### About this task
From the line containing "Extract the road" to the last line of the records below, repeat every line exactly and add nothing else.

[Entries shown — start]

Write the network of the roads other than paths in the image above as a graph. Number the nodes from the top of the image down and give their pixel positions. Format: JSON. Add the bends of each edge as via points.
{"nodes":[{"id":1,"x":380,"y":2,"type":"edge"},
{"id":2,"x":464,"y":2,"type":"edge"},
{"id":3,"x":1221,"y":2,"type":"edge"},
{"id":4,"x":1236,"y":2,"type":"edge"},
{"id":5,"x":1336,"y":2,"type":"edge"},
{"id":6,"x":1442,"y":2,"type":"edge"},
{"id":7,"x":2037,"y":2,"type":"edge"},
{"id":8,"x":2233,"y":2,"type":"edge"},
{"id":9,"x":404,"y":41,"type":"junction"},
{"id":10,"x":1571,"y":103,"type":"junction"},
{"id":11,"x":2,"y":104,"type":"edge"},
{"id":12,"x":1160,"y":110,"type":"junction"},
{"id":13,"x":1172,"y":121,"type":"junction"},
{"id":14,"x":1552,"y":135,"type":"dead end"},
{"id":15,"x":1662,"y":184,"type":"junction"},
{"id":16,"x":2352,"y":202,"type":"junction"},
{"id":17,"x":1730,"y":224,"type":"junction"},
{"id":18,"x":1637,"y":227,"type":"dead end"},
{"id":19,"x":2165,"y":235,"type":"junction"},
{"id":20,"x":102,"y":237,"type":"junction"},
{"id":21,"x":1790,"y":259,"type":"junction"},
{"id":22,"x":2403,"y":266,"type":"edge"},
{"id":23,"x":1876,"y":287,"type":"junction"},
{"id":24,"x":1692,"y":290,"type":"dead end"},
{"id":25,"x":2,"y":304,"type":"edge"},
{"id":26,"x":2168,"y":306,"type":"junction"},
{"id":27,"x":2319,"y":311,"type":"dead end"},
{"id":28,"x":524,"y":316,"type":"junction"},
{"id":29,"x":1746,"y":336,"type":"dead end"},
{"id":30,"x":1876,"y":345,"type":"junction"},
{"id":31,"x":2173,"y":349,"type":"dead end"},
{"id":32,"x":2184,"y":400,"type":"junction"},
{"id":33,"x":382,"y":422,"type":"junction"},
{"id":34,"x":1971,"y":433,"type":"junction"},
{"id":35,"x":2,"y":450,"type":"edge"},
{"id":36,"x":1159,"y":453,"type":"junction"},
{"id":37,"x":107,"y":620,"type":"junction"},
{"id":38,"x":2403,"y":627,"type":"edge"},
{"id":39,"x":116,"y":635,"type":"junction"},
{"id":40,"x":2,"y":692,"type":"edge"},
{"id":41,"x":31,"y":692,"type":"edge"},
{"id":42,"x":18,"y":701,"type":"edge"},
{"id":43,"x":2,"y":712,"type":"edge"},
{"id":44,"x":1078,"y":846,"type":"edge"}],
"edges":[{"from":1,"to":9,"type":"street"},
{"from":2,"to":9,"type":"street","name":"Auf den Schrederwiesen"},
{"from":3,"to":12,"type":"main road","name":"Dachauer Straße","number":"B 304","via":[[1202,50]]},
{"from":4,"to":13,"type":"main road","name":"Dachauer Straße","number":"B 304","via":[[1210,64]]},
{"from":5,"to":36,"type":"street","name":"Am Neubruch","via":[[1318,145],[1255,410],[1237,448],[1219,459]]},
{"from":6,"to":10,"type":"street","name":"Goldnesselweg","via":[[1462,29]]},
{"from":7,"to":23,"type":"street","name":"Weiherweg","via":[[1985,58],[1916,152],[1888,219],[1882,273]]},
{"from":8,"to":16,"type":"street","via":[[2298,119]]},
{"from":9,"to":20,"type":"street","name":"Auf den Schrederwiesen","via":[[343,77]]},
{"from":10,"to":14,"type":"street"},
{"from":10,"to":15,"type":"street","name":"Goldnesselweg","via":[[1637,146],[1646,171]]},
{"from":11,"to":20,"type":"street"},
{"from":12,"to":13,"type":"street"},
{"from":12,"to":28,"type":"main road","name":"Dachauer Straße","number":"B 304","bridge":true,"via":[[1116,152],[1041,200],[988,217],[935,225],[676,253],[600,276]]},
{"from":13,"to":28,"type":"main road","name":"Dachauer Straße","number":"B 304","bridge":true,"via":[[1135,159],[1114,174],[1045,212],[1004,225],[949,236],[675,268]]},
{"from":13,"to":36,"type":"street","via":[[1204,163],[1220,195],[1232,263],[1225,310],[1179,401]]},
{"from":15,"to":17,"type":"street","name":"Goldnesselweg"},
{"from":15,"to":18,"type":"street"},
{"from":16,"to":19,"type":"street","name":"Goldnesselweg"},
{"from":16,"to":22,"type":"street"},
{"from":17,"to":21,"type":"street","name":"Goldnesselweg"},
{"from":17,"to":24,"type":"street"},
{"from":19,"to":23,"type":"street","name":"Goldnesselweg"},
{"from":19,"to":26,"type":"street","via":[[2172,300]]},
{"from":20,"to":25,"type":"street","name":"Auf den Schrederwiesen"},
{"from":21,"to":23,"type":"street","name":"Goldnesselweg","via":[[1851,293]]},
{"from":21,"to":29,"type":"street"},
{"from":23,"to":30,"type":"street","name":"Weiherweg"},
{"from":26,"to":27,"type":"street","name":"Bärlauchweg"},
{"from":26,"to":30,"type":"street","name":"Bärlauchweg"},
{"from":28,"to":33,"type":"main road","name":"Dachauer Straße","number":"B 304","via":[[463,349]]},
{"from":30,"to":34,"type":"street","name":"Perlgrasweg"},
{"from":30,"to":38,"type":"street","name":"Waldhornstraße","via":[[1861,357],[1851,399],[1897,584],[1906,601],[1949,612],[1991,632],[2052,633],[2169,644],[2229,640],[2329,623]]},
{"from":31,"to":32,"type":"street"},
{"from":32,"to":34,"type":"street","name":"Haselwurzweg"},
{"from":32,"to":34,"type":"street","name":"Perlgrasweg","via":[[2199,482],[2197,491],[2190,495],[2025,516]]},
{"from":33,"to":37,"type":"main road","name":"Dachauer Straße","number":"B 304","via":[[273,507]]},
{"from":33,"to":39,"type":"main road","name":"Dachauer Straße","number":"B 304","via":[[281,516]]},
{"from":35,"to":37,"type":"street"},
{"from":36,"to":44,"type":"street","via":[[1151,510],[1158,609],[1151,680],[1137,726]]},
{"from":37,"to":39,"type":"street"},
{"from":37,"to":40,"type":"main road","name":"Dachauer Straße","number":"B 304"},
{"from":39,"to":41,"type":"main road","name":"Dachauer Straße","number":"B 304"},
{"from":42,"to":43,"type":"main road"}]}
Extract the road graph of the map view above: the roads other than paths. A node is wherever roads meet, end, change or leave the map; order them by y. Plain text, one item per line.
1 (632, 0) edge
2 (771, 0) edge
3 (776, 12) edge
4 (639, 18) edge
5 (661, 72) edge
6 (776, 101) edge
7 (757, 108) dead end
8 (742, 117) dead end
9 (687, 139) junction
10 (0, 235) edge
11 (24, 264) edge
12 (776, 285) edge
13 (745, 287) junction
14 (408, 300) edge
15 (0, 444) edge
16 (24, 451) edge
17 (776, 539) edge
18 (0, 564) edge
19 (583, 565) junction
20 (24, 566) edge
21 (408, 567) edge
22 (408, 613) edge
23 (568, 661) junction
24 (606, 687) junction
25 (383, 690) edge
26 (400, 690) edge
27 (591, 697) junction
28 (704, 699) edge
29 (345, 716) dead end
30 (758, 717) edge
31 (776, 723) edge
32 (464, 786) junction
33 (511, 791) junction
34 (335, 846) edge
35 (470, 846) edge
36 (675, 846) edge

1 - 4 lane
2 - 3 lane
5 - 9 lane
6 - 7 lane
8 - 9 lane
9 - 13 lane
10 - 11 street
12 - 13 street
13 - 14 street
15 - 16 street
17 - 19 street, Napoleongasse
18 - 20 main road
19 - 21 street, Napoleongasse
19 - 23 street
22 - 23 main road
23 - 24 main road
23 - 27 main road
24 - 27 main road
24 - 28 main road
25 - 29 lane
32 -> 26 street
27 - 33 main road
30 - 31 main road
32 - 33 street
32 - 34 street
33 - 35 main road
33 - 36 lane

[Entries shown — finish]

### Answer to this problem
Extract the road graph of the map view above: the roads other than paths. A node is wherever roads meet, end, change or leave the map; order them by y. Plain text, one item per line.
1 (632, 0) edge
2 (771, 0) edge
3 (776, 12) edge
4 (639, 18) edge
5 (661, 72) edge
6 (776, 101) edge
7 (757, 108) dead end
8 (742, 117) dead end
9 (687, 139) junction
10 (0, 235) edge
11 (24, 264) edge
12 (776, 285) edge
13 (745, 287) junction
14 (408, 300) edge
15 (0, 444) edge
16 (24, 451) edge
17 (776, 539) edge
18 (0, 564) edge
19 (583, 565) junction
20 (24, 566) edge
21 (408, 567) edge
22 (408, 613) edge
23 (568, 661) junction
24 (606, 687) junction
25 (383, 690) edge
26 (400, 690) edge
27 (591, 697) junction
28 (704, 699) edge
29 (345, 716) dead end
30 (758, 717) edge
31 (776, 723) edge
32 (464, 786) junction
33 (511, 791) junction
34 (335, 846) edge
35 (470, 846) edge
36 (675, 846) edge

1 - 4 lane
2 - 3 lane
5 - 9 lane
6 - 7 lane
8 - 9 lane
9 - 13 lane
10 - 11 street
12 - 13 street
13 - 14 street
15 - 16 street
17 - 19 street, Napoleongasse
18 - 20 main road
19 - 21 street, Napoleongasse
19 - 23 street
22 - 23 main road
23 - 24 main road
23 - 27 main road
24 - 27 main road
24 - 28 main road
25 - 29 lane
32 -> 26 street
27 - 33 main road
30 - 31 main road
32 - 33 street
32 - 34 street
33 - 35 main road
33 - 36 lane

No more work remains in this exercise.